Your task.
Go through the entries below and copy each line that holds the word "ROUTE".

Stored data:
===============

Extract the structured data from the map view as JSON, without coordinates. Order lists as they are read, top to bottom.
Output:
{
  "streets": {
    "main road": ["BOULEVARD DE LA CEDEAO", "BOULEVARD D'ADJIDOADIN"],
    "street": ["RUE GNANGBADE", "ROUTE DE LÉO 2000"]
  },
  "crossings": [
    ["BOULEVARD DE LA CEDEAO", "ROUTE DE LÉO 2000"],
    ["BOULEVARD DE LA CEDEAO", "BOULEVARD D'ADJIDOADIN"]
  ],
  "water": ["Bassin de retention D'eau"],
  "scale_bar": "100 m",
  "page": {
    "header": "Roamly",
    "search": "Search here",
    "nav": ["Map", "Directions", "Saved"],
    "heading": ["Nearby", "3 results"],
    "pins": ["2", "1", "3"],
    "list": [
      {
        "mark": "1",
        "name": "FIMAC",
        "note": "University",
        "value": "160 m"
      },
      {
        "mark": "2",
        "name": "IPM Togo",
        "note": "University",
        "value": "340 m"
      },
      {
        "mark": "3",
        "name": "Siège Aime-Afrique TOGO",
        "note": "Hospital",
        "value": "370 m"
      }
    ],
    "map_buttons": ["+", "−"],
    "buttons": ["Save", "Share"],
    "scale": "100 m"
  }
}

===============

Your solution.
    "street": ["RUE GNANGBADE", "ROUTE DE LÉO 2000"]
    ["BOULEVARD DE LA CEDEAO", "ROUTE DE LÉO 2000"],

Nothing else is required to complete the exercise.